We often hear the overlap when business leaders talk about their aims. Google’s Joe Barrett, for instance, is driving the London project and, as director of EMEA real estate and construction, comes from the facilities side of the business. But he addresses HR issues when he says that the company’s offices and facilities are “a key part in shaping the Google culture”.

Similarly John Tenanes, VP of global facilities and real estate at Facebook, talks of the campus there as “one we are lucky to call home”. He is the project leader on the creation of a Facebook corporate village that will include 1,500 apartments as well as a grocery store and offices. The company is using its physical facilities to provide for staff in ways that go far deeper than the normal working relationship. Adobe Europe president, Garrett Ilg wants to “provide plenty of downtime and networking opportunities for employees”. In short, these three organisations are taking major leaps forward by unifying the aims of their HR and CRE teams.

However, few employers have the resources or budgets of these tech giants – but they can still recognise the underlying potential and develop their own strategies.

Our new research, Workplace – powered by Human Experience, shows how much the quality of life at work stimulates staff engagement. When staff have meaningful experiences at work they are more likely to bond with colleagues and with the organisation and its aims. Staff are far more open to deepening their relationships and experiences at work than we may have realised in the past. Our research suggests that the vast majority of staff (87%) want to commit more of their personality to their working life and liked the idea of staff happiness being set as a workplace goal.

Management teams that fuse HR and CRE will include more people who specialise in motivation and engagement issues.
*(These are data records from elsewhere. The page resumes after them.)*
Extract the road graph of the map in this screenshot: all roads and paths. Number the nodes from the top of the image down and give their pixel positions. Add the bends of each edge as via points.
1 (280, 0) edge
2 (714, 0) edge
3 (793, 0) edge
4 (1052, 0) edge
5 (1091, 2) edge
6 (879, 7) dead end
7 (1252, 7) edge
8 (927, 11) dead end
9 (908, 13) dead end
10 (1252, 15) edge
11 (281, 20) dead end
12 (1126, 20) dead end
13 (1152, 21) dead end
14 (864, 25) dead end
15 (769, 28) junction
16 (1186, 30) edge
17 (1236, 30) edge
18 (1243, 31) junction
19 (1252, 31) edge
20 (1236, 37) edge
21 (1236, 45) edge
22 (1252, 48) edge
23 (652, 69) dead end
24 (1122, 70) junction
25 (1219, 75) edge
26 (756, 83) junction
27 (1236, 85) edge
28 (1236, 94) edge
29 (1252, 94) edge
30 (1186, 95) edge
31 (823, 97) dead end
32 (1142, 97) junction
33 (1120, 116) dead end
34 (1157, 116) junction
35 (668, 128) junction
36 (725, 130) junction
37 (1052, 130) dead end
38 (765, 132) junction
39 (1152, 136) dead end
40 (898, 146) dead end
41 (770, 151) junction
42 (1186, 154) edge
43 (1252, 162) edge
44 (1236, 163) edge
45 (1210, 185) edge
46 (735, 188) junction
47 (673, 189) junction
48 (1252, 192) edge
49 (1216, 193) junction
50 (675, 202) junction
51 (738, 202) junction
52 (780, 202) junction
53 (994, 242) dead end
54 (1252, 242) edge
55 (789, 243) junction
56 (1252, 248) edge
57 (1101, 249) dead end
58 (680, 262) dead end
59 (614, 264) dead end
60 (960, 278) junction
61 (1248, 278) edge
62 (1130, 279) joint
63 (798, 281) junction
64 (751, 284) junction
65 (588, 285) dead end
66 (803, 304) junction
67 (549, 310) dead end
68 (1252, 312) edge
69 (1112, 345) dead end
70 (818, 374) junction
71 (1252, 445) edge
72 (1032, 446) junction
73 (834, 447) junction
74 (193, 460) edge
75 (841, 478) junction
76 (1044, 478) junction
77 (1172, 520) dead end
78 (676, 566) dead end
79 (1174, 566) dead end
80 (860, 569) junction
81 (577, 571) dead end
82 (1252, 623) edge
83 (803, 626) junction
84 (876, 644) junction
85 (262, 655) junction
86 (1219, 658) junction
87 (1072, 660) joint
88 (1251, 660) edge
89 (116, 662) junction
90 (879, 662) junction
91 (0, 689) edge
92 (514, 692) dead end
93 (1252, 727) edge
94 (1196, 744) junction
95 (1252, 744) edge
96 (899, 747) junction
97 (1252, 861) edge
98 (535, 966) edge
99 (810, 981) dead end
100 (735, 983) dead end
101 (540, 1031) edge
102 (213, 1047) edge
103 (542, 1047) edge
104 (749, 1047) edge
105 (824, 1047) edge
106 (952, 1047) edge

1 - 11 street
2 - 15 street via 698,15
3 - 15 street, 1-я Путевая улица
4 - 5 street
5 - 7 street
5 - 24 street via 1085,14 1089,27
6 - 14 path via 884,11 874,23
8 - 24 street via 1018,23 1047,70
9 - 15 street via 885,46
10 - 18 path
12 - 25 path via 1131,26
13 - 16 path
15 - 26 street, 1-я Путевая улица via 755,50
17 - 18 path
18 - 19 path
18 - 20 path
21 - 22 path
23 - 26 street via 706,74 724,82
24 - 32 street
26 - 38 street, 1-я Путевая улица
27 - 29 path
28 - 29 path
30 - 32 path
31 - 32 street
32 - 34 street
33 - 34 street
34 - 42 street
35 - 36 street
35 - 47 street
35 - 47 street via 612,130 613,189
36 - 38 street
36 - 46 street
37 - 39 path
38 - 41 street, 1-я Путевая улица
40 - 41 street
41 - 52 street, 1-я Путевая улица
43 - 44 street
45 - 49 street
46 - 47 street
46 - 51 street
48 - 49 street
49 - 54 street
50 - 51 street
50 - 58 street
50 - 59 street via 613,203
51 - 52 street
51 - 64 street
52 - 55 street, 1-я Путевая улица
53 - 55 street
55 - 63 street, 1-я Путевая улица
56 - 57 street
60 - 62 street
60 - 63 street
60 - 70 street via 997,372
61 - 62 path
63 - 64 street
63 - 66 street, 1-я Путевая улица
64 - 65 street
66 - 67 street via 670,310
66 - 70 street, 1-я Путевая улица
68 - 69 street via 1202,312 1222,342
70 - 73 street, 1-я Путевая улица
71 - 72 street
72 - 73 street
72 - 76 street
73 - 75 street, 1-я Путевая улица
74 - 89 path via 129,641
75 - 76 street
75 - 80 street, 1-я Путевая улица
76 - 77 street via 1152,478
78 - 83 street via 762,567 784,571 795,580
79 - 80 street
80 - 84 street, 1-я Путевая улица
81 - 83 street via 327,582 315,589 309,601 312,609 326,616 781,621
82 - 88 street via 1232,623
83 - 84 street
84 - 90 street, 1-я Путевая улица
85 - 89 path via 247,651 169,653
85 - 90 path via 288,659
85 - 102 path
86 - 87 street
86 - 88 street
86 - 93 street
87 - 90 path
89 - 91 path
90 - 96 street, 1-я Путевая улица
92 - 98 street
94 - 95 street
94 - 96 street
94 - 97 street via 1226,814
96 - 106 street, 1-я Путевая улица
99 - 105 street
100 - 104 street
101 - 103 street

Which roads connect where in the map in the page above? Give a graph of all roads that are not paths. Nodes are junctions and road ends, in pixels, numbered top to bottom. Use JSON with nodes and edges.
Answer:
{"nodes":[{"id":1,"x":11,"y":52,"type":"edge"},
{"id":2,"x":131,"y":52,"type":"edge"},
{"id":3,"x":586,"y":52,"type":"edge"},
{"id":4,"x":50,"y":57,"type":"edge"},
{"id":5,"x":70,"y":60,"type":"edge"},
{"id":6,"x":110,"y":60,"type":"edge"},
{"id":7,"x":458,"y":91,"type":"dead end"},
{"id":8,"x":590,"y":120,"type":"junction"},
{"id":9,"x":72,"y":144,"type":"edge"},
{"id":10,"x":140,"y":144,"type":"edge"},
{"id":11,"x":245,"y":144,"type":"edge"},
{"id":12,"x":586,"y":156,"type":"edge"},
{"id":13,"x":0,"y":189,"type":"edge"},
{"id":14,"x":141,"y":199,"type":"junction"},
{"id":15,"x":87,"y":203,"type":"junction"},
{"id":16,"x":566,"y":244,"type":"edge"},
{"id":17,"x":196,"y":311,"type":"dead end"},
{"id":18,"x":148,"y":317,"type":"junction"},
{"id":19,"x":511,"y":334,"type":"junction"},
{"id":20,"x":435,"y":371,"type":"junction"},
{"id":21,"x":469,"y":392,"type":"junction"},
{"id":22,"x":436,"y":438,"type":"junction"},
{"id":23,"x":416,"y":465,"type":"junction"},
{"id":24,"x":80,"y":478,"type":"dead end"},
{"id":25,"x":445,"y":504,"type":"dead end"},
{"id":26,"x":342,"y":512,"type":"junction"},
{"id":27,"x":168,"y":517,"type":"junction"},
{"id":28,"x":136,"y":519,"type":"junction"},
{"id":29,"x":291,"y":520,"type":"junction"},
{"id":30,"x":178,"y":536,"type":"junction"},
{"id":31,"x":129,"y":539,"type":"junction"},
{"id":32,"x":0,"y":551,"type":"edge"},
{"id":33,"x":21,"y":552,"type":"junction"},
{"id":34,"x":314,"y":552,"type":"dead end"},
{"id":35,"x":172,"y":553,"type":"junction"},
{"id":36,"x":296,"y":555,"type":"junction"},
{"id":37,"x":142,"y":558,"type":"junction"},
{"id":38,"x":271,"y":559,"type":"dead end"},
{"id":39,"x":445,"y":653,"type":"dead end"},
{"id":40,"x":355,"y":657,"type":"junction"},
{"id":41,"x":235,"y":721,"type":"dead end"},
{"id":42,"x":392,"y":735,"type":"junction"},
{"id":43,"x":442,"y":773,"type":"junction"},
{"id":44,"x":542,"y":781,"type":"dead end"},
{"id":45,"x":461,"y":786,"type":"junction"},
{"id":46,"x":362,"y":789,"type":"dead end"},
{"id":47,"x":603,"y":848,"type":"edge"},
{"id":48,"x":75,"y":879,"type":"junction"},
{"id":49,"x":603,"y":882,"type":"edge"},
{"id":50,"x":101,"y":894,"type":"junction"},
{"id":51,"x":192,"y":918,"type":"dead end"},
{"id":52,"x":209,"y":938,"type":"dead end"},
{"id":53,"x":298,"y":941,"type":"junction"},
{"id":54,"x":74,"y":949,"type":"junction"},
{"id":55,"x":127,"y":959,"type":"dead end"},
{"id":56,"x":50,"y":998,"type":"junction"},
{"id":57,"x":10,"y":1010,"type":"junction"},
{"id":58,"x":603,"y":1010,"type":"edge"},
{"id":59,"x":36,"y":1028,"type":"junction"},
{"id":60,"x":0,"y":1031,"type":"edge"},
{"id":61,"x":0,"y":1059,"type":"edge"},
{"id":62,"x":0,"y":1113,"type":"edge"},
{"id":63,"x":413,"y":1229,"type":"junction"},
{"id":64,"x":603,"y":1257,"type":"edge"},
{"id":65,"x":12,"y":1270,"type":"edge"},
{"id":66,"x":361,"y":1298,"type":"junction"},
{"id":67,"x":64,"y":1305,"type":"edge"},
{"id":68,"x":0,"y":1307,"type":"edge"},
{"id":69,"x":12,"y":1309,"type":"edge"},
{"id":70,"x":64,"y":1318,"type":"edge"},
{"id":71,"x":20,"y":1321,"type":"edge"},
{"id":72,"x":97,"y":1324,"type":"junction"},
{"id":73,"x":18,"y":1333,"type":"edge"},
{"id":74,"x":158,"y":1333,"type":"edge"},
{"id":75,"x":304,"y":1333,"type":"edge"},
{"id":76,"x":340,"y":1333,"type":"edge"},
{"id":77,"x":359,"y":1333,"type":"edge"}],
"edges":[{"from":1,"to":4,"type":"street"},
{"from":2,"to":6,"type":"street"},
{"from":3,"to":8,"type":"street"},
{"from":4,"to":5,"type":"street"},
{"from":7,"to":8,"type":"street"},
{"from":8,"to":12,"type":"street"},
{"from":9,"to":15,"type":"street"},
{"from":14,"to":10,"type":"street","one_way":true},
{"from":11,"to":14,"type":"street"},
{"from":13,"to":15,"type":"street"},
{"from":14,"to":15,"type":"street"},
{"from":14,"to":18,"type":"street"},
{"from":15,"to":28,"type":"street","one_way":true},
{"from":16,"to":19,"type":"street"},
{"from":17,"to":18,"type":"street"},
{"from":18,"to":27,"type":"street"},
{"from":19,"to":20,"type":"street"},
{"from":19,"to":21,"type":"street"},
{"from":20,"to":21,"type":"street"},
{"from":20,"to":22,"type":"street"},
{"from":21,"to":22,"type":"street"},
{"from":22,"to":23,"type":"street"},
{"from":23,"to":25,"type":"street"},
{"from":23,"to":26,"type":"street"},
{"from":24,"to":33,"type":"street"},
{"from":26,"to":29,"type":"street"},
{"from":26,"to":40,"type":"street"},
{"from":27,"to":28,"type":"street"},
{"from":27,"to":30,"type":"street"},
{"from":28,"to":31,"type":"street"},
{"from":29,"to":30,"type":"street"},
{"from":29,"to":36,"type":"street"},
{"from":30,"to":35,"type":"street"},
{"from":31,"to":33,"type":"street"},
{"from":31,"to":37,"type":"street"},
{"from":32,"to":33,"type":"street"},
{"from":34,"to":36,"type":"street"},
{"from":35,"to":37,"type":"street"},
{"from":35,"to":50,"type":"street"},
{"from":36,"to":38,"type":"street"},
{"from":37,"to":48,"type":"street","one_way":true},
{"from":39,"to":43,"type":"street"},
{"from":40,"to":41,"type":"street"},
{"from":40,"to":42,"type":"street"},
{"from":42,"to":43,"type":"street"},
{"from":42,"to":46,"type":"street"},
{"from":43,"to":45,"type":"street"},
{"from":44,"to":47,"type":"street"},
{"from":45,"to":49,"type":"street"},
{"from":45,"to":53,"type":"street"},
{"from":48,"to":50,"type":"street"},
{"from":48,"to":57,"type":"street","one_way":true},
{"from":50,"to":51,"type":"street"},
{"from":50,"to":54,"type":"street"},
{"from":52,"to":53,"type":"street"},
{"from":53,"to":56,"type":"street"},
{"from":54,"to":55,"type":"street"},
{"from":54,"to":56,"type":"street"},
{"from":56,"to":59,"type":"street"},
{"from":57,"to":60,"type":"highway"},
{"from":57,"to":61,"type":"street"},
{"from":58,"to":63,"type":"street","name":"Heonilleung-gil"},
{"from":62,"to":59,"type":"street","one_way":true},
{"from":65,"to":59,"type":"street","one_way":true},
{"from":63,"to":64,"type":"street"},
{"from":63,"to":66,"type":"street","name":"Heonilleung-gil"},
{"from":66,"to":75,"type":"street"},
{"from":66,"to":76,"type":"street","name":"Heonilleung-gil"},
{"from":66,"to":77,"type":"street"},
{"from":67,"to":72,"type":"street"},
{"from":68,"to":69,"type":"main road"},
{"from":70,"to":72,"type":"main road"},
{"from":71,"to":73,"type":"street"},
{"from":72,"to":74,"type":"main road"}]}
A running track will not always be the solution, but the HR-CRE nexus will find ways to use workplace design as a stimulus for the kind of people their organisation seeks to recruit. Ultimately, it is a stimulus that will also increase productivity.

Here are four reasons I think CRE should work with HR to create a unique workplace experience:

  • Stand out: real estate is a great way to make your business stand out from the corporate crowd
  • Appeal: talent attraction is a major reason to invest in these types of facilities – and HR and CRE teams know that
  • Forward thinking: the most forward-thinking organisations will use real estate and HR to market the value of their business through both the physical space and the people who inhabit it
  • Being human: making sure your company is full of fulfilled, engaged and empowered people is a great reason to pay attention to the overall experience on offer.

Marie Puybaraud is global head of research at JLL Corporate Solutions

Comments

Some really good, important suggestions. I'm not sure about the merger though. The issue for me is you can make similar suggestions for merging HR and Marketing, Property and IT, etc, etc. The real benefit isn't from re-organisation it's from closer alignment. HR and Real Estate / Facilities need to be joined at the hip in terms of their agendas and even more so in terms of their outcomes, but that doesn't mean they need to be one single team.